The defendants do not challenge the testimony that the cost of alternative means of communication of the political messages sought to be transmitted would far exceed $10,000. They contend that all this undisputed evidence, on which the district court relied in finding the requisite jurisdictional amount, is irrelevant. Their attack is frontal and total. They urge that first amendment rights are incapable of valuation, and that absent a new congressional enactment, there is no federal forum whatsoever for the protection of those rights against deprivations by federal officials. In a footnote they suggest,citing Arnold, The Power of State Courts to Enjoin Federal Officers, 73 Yale L.J. 1385 (1964), that state courts similarly lack power to enjoin federal officers. Their position, in short, is that no court may entertain a civil suit against a federal officer to enjoin his interference with the exercise of rights protected by the first amendment. If the defendants' frontal and total attack were to succeed they would, of course, have no interest in anything we might have said in Spock v. David, supra, on the merits of the first amendment claim, since they would be free to do as they pleased regardless. But we are past that point. In Spock v. David, 469 F.2d at 1051, we expressly declined to follow Goldsmith v. Sutherland, 426 F.2d 1395 (6th Cir.), cert. denied, 400 U.S. 960, 27 L. Ed. 2d 270, 91 S. Ct. 353 (1970). The rights here in issue are intangible, but they are no more incapable of valuation in money than is pain and suffering, or reputation, or the intangible value of a proper selective service classification, or the intangible value of the right to be tried by a civilian rather than a military tribunal. See Sedivy v. Richardson, 485 F.2d 1115 (3d Cir. 1973). We have approved valuation of the good will of a trademark, for jurisdictional amount purposes, by looking at the amount spent in advertising the mark. Schering Corporation v. Sun Ray Drug Co., 320 F.2d 72, 76 (3d Cir. 1963). The testimony that means of communication alternative to those of which the plaintiffs would be deprived by the continuance of the challenged bar orders would cost in excess of $10,000 was sufficient, for purposes of § 1331, to quantify the value of the rights here sought to be protected. The finding of the district court that such alternative means would cost in excess of $10,000 is amply supported by the record.

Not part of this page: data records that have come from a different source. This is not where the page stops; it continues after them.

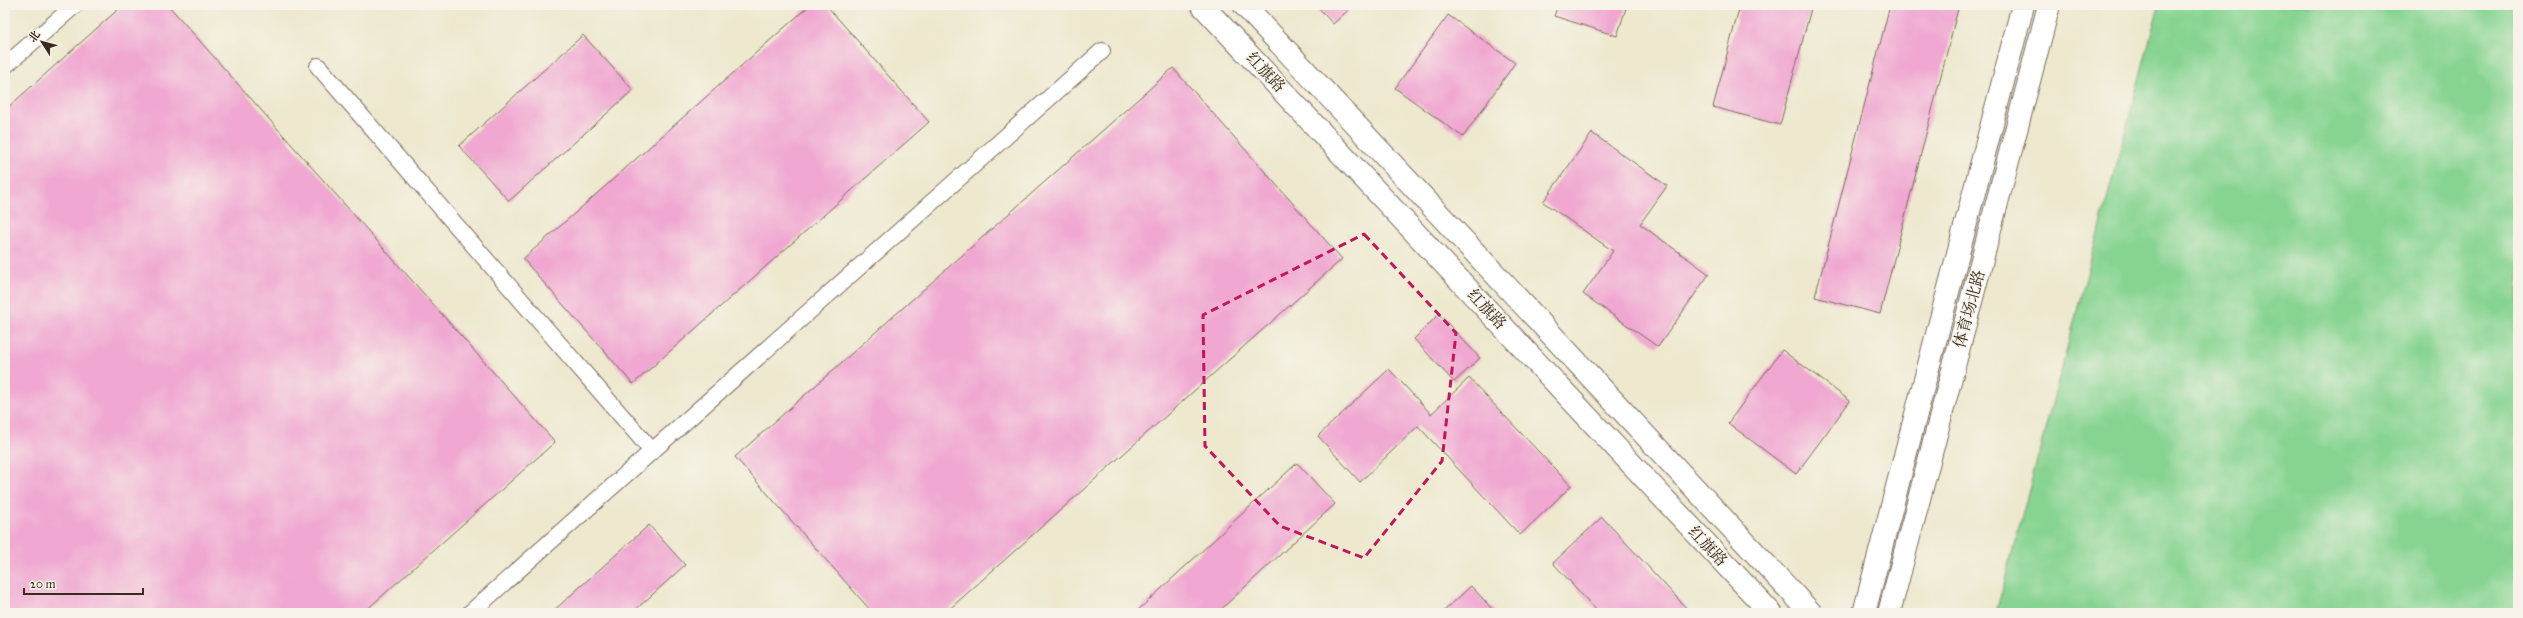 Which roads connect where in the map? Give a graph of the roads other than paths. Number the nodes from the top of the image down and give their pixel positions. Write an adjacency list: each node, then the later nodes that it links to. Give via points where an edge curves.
1 (76, 5): 7 (lane)
2 (1202, 5): 11 (main road, 红旗路)
3 (1244, 5): 12 (main road, 红旗路)
4 (2023, 5): 13 (main road, 体育场北路)
5 (2049, 5): 14 (main road, 体育场北路)
6 (1102, 51): 9 (lane)
7 (5, 66)
8 (318, 66): 9 (lane)
9 (652, 450): 10 (lane)
10 (470, 613)
11 (1771, 613)
12 (1811, 613)
13 (1864, 613)
14 (1889, 613)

The defendants urge that the plaintiffs did not offer proof of the cost of relatively inexpensive alternative techniques of communication such as opening a storefront in Wrightstown, New Jersey, adjacent to one of the entrances to the reservation, and that the district court did not discuss such alternatives. But the defendants offered no evidence as to the availability or cost of the suggested alternatives, or as to their communicative effectiveness compared to the barred activities. They cannot on appeal suggest that the district court's finding, based on the evidence which was presented, was clearly erroneous. There is federal question jurisdiction under § 1331.

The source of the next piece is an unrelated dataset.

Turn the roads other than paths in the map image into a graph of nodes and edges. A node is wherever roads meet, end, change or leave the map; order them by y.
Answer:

Since on the record made in the district court jurisdictional amount was the only matter not governed by the law of the case announced in Spock v. David, supra, we affirm. While we have not repeated in this opinion the discussion of the merits of the first amendment claim set forth in our earlier opinion, we deem it appropriate to note that nothing said there and nothing set forth in the district court's injunction*fn3 should be construed as limiting the authority of the military officials at Fort Dix to restrict access by non-military personnel generally to any part of the reservation, or to issue bar notices to and evict persons from even the open areas of the reservation for unlawful activities.

The judgment of the district court will be affirmed.